His team's study, recently published in the Journal of Biological Chemistry, is among the first to explain why remdesivir may work against coronaviruses like COVID-19, by stopping a genetic mechanism in the virus.
"If you target this machine, then it doesn't work anymore, then the virus cannot replicate" Gotte said.
While testing the drug is still in the very early stages, remdesivir has shown some positive results in the United States, where former COVID-19 patient Chris Kane credits the drug for helping him recover.
“I think within 48 hours I was feeling a lot better than where I was,” Kane said. “I think that remdezivir gave me the extra jumpstart or kickstart or whatever I needed to turn that corner.”
Gotte said that while his team has zeroed in on the drug, it is premature to tell who it might help.
“The answer may not be yes or no,” he said. “We actually have to see who may benefit in treatment with remdesivir. Is it really the very sick patient, or are these patients also those who are just mild or moderate symptoms?”
Other Canadian studies regarding possible COVID-19 treatments are also moving along quickly.
Researchers at the University of British Columbia are experimenting with a drug that was originally developed to treat SARS called APNO1. It ended up being unsuccessful, but may have a role in protecting a patient’s lungs in cases of severe COVID-19.

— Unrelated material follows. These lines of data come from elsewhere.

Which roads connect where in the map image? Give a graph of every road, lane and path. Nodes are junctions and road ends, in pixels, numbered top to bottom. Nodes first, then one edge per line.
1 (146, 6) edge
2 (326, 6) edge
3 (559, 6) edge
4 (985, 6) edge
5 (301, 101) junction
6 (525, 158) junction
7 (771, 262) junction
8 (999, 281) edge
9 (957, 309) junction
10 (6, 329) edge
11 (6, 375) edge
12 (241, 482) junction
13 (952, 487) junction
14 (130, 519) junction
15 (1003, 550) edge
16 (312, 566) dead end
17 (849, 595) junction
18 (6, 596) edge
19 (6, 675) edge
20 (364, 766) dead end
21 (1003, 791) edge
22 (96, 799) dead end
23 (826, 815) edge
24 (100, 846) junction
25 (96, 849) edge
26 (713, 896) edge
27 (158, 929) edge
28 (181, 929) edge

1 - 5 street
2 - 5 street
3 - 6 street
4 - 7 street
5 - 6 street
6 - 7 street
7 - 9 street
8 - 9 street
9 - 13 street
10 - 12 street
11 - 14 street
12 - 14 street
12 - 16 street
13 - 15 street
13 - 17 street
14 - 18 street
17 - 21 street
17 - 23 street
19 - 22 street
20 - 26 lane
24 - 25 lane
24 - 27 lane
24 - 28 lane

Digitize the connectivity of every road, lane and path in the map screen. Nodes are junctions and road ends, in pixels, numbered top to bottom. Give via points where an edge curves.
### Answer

“Our drug actually blocks this, so the virus cannot bind to its docking system, so it cannot enter the cells," said Josef Penninger of the Life Sciences Institute at the University of British Columbia.
Penniger said trials are already underway in China using 28 COVID-19 patients.

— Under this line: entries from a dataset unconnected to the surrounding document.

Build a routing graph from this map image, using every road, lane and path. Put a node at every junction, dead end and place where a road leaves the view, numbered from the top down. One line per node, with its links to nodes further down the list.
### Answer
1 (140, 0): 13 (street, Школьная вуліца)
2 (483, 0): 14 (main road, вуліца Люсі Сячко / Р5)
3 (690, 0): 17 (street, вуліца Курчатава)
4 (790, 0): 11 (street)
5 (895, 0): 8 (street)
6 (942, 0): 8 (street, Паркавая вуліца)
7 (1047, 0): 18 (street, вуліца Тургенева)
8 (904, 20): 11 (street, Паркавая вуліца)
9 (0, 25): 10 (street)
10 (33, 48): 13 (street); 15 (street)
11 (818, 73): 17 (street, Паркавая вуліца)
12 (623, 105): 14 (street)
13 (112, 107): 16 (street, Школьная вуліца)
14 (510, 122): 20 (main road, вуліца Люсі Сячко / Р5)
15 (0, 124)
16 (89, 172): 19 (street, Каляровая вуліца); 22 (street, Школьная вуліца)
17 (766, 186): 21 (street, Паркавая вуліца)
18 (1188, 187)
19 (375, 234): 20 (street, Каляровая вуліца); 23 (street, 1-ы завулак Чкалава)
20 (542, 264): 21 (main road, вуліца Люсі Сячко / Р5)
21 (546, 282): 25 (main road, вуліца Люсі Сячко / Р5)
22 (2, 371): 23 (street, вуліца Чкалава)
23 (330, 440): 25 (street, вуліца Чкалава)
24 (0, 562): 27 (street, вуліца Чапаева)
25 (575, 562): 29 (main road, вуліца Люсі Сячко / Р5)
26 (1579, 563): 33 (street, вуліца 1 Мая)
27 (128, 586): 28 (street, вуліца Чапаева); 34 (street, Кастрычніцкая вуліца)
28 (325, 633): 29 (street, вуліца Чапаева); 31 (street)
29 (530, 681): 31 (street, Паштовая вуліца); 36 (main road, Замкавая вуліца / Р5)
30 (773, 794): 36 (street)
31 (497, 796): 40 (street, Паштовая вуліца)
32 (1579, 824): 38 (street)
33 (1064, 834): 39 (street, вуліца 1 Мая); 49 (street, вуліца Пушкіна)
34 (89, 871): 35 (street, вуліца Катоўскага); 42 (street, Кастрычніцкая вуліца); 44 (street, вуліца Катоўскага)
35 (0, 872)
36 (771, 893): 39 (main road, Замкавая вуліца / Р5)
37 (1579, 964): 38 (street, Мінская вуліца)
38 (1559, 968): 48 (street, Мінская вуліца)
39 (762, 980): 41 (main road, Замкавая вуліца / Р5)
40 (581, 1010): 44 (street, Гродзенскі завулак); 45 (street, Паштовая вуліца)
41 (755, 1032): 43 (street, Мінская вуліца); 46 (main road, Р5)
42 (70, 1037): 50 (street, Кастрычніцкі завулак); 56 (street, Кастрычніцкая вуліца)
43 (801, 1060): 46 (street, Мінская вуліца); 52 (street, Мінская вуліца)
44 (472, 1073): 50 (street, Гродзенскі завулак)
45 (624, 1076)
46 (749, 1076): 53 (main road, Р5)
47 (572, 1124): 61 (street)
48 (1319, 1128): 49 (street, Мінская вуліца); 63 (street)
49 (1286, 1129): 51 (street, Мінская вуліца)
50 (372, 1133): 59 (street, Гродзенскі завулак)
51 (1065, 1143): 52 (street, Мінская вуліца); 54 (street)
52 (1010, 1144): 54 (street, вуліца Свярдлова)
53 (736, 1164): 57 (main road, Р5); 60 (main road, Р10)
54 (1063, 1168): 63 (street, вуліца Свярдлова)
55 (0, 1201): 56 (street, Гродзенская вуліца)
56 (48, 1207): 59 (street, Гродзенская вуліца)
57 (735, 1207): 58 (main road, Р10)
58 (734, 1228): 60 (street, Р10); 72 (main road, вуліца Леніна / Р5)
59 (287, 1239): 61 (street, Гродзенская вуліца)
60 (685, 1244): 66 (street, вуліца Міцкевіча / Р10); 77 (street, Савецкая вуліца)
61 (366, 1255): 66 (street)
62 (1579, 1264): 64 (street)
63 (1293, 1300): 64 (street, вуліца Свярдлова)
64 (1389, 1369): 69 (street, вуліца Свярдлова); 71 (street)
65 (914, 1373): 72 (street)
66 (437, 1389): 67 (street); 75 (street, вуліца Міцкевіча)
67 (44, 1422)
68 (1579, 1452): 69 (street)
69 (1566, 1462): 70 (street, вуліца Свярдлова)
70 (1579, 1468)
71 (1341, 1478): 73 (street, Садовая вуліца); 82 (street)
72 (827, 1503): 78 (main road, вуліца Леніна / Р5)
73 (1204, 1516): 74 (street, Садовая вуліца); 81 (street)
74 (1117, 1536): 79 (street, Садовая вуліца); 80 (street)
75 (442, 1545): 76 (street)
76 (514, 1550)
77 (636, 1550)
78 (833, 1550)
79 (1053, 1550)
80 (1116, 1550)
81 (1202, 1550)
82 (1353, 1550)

"Fourteen of them will actually get the drug and 14 of them will get placebo, because it's really important that with the control trail we really understand if the drug works and how it works."

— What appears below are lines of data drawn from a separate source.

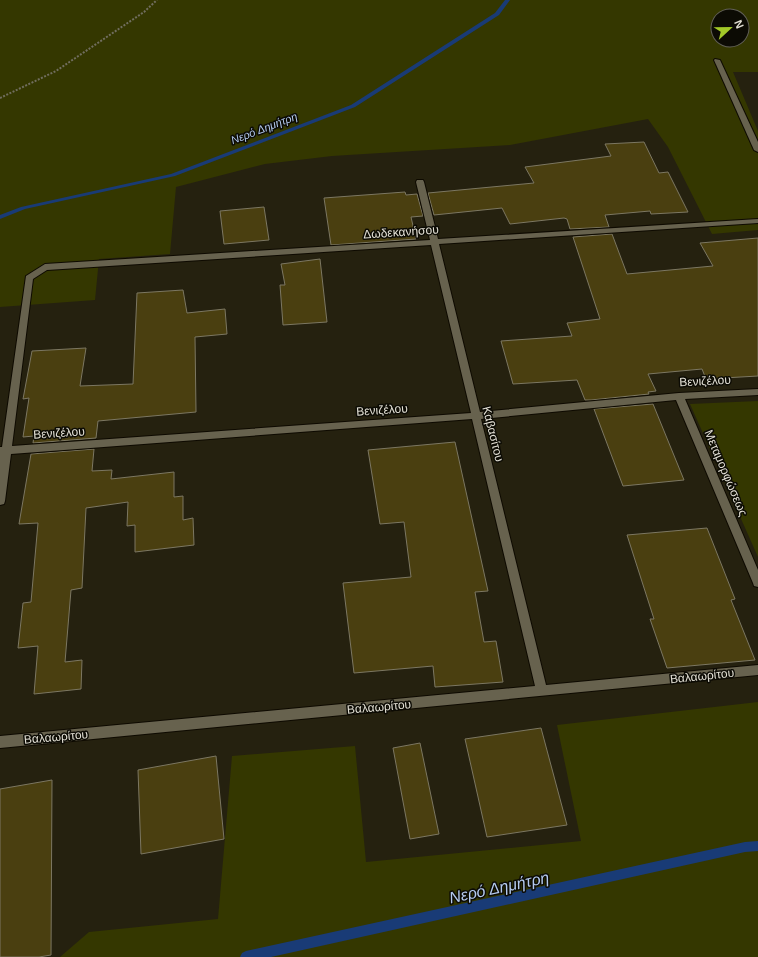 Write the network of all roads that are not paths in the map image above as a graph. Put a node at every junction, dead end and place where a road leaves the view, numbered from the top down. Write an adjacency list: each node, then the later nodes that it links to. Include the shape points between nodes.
1 (717, 60): 2 (street)
2 (758, 150)
3 (420, 182): 5 (street, Καβασίτου)
4 (758, 221): 5 (street, Δωδεκανήσου)
5 (434, 242): 8 (street, Καβασίτου); 9 (street, Δωδεκανήσου, via 45,267 29,278)
6 (758, 392): 7 (street, Βενιζέλου)
7 (679, 396): 8 (street, Βενιζέλου); 11 (street, Μεταμορφώσεως)
8 (475, 415): 9 (street, Βενιζέλου); 13 (street, Καβασίτου)
9 (4, 451): 10 (street)
10 (0, 501)
11 (758, 583)
12 (758, 670): 13 (street, Βαλαωρίτου)
13 (542, 691): 14 (street, Βαλαωρίτου)
14 (0, 742)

"We expect in three to four weeks to have the results,” he added.
A Canadian-made vaccine derived from plants is quickly being developed at the Universite of Laval in concert with a biotech firm based in Quebec called Medicago.
The proposed vaccines is made from particles that look like a shell of a virus designed to trick the body into fighting the infection, according to lead scientist Dr. Gary Kobinger.
"It gives the immune system, a very good image, in which to develop the protective immune response,” Kobinger said. He also helped develop a vaccine for Ebola.
Researchers hope to get federal approval to begin human tests in short order.
"We have put together a plan to be in the clinic within three to four months now" said Kobinger.
Kobinger added that researchers in the field of COVID-19 science are getting extraordinary support from Ottawa.
"I've never seen so much support and so much tools and I cannot tell you how much support we're getting from the government at all levels" he said.
Researchers at Western University are also contributing to this worldwide body of vaccine research. Researcher Stephen Barr says his team is investigating a wider body of coronaviruses, the virus responsible for COVID-19, in hopes of creating a bank of hundreds of vaccines in anticipation of future epidemics.
“We’re looking to the future to try to identify future coronaviruses that might emerge and jump species from animals to humans,” Barr told CTV’s Your Morning.
“When that virus emerges, we can go to the bank, pull out a matching vaccine that we could rapidly deploy… and hopefully prevent or hope slow the outbreak.”
Barr says that, although 18-months is still realistic for a COVID-19 vaccine to be made available to the public, he noted that the global effort into investigating the virus will help ensure its effective.
“In response to this pandemic, the most rapid way of really producing a strong vaccine or multiple vaccines is by sharing information,” he said.
“By doing that we can tailor certain vaccines because we will know what works and what doesn’t work and we can produce a very effective vaccine.”
As of Monday morning, there are more than 349,000 confirmed cases of COVID-19 across the globe, including more than 15,300 deaths. In Canada, there are nearly 1,500 confirmed or presumptive cases of the virus, with 21 deaths.